Academic journal article Humanitas

The River: A Vichian Dialogue on Humanistic Education

Academic journal article Humanitas

The River: A Vichian Dialogue on Humanistic Education

Article excerpt

I went down yesterday to the River. I was walking along the park where today the barge will be landing after the ritual marriage of the King and Maid of Cotton. They had put on this festival for a hundred years at least, and indeed, the cotton cooperates most every year, and the people prosper. The quiet of the park gave little indication of the throngs that would soon fill the banks in drunken revelry. But the workers were still constructing the platform for the orchestra, and cleaning the cannon in Confederate Park for the noisy part in the 1812 Overture.

Feeling a distance from the place and time, I had been pondering the ideal eternal history, the course that the nations run, as committed to paper in the old Italian's big book about a new science. The day was cool and comfortable for May, and portended a not unremarkable charm, something like an augury. The Old Man was relaxing on a bench with the sun to his back and the River before him. I watched as his eyes followed a sizable branch floating gracefully downstream, but then I noticed that he looked out across the River to the west, with penetrating, deep-set eyes that seemed to see past all of Arkansas and Oklahoma and the high plains, until one would almost have believed that he could, somehow, from that vantage see the Great Divide itself, or beyond. I was intrigued, but not quite emboldened enough to ask after his vision.

"May I sit?" I asked.

"By all means. That's why it's here." He patted the bench.

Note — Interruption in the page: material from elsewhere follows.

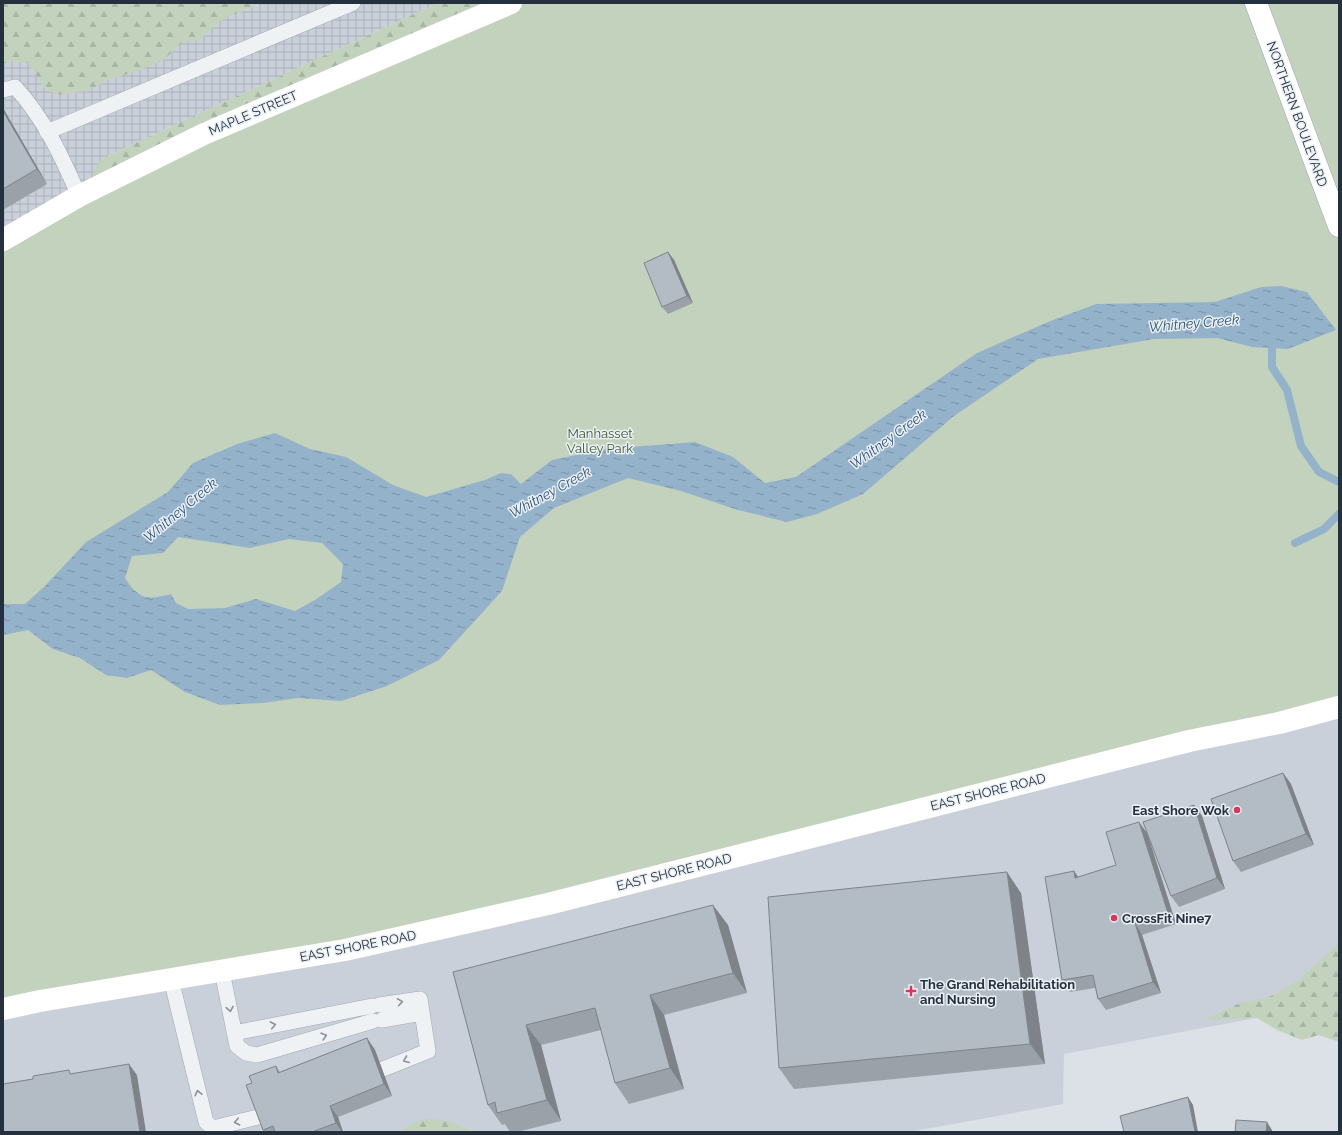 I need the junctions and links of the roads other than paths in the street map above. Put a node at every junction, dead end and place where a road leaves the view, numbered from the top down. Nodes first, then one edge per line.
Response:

We watched the River in silence for a quarter of an hour. In the periphery of my vision I studied his manner this day--queer, as always, but invitingly so. At length he opened a shabby little bag on the ground beside him, removed a half-empty bottle of Pinot Grigio and an irregular portion of cheese, and in the most meticulous and refined way, set about enjoying them. Another part of an hour was passed in this way, as I watched without watching. Having seen thus to his repast, the Old Man replaced the wine and cheese and took a small, ancient, and well-worn volume from his pocket. He set about leisurely reading it. I could see that the title was De Jure Belli ac Pacis. This piqued my curiosity, as I am sure you will understand. What was here? Such heady topics upon such a fine spring day?

"Pardon me. I don't mean to disturb your reading..." but he cut me off before I could say more.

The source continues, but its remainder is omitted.